(Material for this exercise begins)

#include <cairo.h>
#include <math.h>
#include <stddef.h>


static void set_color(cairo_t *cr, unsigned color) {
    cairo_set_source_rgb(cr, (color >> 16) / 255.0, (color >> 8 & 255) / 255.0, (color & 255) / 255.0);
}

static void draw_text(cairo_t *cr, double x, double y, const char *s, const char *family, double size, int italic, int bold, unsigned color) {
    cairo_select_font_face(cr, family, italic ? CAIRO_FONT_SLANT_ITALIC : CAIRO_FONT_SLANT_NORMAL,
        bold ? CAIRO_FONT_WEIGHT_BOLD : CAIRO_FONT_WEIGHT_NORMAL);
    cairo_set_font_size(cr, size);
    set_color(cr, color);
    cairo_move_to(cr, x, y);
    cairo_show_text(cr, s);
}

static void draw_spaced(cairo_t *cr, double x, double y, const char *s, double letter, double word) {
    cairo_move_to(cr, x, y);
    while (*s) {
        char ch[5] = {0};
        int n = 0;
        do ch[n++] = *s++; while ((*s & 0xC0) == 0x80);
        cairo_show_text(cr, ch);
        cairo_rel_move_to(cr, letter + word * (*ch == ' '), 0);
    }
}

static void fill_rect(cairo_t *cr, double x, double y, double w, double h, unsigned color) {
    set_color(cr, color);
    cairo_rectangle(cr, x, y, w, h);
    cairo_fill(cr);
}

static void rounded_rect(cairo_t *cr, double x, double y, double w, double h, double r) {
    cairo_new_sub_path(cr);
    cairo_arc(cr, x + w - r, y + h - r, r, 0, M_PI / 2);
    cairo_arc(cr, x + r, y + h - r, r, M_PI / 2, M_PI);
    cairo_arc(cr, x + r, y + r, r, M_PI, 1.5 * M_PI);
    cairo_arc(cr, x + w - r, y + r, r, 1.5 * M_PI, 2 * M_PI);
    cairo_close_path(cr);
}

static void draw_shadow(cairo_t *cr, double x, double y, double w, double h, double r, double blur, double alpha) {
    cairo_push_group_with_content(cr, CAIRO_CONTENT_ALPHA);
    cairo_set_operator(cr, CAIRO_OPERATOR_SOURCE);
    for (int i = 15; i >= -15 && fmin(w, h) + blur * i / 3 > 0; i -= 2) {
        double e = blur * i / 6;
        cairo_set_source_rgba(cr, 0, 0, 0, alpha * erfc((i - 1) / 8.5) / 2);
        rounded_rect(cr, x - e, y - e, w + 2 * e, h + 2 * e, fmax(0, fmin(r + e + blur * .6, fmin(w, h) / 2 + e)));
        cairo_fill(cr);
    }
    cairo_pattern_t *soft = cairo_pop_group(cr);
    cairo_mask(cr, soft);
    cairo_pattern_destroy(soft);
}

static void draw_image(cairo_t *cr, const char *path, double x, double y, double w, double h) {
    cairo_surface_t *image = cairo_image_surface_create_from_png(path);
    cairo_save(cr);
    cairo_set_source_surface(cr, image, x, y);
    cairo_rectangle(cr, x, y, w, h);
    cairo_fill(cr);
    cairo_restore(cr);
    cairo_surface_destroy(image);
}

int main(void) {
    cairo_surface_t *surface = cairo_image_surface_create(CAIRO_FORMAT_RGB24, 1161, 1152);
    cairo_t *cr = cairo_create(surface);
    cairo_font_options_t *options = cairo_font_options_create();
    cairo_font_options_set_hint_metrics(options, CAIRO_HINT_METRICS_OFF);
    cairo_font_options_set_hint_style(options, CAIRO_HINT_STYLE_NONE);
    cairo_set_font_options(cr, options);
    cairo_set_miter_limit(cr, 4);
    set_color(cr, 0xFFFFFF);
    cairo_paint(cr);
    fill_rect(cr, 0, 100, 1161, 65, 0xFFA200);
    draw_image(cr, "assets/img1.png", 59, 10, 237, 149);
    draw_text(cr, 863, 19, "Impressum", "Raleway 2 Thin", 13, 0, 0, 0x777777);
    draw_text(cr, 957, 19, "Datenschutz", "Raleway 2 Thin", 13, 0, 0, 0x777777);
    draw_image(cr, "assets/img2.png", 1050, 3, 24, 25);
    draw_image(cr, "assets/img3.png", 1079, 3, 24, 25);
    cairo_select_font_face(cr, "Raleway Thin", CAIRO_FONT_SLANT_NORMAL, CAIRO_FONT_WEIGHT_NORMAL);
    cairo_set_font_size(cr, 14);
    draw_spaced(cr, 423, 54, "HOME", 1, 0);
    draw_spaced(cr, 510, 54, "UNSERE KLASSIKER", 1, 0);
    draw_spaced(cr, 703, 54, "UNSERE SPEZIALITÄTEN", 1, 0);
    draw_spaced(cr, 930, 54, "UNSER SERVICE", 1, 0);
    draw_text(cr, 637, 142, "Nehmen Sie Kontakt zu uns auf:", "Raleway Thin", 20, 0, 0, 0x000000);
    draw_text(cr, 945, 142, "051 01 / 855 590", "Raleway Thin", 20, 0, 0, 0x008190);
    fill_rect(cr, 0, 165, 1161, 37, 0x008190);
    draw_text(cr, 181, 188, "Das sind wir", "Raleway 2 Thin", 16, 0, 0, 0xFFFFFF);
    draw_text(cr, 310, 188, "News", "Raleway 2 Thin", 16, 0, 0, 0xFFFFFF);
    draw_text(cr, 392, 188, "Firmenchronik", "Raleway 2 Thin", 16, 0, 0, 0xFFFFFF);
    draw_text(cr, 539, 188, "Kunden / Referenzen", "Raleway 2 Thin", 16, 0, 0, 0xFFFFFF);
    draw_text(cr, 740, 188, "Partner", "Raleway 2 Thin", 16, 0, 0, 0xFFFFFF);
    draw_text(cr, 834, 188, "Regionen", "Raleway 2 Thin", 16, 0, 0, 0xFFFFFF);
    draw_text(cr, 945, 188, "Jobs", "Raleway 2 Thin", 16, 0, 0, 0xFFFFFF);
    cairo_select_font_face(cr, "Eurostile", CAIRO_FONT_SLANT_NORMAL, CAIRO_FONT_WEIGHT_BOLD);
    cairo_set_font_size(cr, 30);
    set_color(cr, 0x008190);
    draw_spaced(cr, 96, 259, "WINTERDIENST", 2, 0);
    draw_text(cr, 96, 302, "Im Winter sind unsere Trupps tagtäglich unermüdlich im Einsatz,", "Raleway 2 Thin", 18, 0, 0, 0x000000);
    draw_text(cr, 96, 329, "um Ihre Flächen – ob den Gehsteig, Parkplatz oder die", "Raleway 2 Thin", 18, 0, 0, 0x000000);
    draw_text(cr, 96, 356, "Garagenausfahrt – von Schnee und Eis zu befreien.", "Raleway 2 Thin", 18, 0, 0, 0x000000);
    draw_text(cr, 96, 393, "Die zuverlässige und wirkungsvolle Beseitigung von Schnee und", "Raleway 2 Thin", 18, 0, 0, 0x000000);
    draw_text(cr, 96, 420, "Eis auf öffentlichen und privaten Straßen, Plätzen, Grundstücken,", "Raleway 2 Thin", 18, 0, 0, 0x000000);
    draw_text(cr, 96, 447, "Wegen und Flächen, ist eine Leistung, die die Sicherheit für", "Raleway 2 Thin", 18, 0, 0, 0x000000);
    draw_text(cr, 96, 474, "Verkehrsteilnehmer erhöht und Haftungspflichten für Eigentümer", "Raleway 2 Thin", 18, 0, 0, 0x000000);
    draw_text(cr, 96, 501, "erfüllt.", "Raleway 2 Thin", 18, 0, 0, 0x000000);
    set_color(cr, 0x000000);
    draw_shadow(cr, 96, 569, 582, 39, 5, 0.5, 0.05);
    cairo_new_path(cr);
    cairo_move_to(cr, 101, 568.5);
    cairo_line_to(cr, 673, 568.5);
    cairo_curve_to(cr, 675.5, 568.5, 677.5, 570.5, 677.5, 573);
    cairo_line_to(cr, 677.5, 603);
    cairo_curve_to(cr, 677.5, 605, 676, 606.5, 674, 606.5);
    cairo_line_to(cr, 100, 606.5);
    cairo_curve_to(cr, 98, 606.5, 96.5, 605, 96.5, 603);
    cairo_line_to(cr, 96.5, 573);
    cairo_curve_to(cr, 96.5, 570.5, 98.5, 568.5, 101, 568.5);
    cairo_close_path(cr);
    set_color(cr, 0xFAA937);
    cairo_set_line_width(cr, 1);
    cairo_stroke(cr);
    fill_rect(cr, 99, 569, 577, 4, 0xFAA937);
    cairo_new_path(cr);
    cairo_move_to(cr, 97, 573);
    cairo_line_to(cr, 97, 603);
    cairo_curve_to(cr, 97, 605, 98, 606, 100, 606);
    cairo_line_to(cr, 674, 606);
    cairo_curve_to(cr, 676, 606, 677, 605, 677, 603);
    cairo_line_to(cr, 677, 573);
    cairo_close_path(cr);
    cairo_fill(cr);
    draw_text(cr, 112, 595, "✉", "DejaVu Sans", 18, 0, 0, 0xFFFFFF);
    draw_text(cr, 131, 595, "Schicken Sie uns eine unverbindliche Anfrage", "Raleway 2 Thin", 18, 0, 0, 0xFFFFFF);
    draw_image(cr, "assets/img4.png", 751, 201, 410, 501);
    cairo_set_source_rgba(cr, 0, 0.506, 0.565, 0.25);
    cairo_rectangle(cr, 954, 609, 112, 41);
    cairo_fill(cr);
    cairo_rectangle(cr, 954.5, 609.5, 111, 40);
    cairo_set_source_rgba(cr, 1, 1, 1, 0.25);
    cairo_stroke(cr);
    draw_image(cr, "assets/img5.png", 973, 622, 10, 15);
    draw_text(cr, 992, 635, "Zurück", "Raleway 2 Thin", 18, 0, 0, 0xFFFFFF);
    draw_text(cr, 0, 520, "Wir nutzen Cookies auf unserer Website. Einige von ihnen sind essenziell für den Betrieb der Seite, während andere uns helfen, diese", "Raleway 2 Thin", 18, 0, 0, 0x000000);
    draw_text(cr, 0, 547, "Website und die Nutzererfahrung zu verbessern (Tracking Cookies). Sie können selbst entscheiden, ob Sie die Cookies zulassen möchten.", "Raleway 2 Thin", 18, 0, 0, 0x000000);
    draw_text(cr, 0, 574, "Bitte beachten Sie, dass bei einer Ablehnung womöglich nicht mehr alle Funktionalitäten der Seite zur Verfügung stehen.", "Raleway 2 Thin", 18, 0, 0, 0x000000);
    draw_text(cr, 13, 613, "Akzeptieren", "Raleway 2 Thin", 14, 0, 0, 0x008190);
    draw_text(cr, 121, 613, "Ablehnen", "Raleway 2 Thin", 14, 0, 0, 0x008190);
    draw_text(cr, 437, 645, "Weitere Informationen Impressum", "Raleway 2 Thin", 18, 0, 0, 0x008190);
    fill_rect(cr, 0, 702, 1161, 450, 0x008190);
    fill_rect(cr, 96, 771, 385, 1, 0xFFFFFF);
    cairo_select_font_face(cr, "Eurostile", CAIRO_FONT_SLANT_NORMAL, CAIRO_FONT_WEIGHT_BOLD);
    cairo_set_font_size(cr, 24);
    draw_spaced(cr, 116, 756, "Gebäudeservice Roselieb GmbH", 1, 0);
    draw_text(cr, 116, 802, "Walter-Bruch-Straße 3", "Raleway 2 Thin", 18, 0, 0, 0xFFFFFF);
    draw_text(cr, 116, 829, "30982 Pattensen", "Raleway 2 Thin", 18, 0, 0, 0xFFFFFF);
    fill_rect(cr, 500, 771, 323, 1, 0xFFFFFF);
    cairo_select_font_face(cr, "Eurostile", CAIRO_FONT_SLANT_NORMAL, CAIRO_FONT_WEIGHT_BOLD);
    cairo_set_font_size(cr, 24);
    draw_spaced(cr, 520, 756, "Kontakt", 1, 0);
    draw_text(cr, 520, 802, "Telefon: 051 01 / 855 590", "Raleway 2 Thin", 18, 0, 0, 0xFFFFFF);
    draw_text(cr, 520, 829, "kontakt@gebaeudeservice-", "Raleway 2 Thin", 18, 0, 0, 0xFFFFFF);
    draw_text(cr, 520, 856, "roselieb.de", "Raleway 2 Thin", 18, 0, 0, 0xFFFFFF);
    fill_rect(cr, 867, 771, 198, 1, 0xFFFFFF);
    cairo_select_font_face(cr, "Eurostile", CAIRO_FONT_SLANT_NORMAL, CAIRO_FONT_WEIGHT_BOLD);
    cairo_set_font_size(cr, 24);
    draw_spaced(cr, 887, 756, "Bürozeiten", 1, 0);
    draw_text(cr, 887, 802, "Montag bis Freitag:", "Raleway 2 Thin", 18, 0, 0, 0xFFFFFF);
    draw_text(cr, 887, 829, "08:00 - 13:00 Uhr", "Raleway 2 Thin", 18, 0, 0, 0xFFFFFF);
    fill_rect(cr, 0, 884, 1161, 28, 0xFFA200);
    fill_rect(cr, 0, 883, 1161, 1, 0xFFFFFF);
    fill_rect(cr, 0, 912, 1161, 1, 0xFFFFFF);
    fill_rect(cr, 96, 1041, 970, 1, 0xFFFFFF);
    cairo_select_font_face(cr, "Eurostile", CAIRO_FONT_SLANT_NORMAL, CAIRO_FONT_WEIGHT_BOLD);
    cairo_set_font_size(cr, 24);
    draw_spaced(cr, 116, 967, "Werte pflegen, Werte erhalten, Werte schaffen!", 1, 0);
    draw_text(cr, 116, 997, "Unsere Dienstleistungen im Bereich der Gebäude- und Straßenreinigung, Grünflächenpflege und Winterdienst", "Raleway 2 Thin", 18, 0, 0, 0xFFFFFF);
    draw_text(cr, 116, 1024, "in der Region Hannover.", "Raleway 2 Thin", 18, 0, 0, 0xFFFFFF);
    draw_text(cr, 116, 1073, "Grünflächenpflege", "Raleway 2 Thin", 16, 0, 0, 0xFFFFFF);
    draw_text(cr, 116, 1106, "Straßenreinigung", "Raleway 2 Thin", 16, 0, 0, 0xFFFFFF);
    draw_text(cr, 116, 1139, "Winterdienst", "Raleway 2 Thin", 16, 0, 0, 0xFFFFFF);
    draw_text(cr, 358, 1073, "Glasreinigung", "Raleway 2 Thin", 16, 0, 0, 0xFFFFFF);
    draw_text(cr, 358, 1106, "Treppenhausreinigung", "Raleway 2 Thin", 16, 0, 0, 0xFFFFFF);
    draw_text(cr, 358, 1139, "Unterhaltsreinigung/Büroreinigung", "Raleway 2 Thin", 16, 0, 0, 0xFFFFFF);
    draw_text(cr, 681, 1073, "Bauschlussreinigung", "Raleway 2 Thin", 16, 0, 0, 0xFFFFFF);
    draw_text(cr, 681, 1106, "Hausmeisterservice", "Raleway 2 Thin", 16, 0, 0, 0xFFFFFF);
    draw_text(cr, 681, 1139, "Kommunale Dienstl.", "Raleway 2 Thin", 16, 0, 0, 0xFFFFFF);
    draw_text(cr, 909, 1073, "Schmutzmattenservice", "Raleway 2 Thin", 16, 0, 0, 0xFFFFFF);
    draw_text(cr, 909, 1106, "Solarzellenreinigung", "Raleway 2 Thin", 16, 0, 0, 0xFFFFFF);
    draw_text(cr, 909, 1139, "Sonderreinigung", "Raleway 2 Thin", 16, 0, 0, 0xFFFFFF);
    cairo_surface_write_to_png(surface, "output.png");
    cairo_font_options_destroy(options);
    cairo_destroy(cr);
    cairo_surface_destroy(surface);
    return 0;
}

(Material for this exercise ends)

How to complete this task: Wherever the string "soft" appears in a line above, copy that line.

Solution to the problem:
    cairo_pattern_t *soft = cairo_pop_group(cr);
    cairo_mask(cr, soft);
    cairo_pattern_destroy(soft);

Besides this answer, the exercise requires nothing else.